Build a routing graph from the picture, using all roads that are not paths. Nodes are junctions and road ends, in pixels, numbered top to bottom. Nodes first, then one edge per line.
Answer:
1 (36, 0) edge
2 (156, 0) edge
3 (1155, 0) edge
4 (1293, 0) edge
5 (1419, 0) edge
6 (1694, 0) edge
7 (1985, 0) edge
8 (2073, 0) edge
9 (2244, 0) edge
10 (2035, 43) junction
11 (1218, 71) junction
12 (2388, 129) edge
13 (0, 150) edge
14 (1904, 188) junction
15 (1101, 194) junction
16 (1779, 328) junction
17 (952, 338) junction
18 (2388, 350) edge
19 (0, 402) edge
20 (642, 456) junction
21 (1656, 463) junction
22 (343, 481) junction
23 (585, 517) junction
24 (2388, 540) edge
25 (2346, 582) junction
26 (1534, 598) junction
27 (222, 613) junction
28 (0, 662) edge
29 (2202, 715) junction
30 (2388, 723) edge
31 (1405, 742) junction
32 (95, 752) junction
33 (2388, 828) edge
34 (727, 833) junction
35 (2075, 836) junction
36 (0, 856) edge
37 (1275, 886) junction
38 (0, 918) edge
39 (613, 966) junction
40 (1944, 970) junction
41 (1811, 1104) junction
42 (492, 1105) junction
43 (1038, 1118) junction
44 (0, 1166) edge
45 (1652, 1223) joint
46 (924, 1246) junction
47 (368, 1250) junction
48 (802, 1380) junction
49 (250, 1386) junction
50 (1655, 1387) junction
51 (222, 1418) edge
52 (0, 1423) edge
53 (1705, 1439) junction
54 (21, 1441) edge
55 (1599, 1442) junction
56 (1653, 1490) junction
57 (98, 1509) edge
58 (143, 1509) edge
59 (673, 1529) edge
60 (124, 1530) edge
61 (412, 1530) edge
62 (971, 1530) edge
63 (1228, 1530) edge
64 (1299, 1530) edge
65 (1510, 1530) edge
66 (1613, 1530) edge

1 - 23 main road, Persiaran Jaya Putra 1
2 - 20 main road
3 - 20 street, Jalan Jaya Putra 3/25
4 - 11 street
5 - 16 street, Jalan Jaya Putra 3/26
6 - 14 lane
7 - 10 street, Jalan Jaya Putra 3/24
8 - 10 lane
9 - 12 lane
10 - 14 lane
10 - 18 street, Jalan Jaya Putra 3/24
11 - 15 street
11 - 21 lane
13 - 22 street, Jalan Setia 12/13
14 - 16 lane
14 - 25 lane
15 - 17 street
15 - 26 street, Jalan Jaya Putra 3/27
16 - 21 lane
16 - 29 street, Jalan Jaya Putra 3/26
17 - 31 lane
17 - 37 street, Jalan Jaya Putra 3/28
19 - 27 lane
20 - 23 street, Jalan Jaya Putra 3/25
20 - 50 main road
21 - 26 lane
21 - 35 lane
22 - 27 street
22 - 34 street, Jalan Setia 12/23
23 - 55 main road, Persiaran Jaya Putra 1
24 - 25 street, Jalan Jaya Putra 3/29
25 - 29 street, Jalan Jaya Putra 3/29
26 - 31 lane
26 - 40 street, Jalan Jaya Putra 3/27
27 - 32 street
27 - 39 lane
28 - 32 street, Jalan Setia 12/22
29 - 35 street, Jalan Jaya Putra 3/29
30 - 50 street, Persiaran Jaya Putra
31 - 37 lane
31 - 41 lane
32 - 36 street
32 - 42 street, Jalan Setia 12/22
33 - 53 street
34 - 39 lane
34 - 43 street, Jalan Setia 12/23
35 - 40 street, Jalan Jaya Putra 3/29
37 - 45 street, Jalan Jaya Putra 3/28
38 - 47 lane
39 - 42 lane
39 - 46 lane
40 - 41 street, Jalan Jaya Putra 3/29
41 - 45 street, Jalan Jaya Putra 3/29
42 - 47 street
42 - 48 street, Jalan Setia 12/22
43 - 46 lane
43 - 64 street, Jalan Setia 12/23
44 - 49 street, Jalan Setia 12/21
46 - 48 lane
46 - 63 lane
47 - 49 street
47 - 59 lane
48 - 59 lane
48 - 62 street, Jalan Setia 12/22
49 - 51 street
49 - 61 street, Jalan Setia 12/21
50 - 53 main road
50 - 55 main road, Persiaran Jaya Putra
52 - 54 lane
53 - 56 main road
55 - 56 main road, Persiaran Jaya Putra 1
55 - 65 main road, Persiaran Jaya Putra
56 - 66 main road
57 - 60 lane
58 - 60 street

+-------+

**Task item**: Lines in the data above may contain the word "Persiaran"; count them and give only the number.

**Response**: 6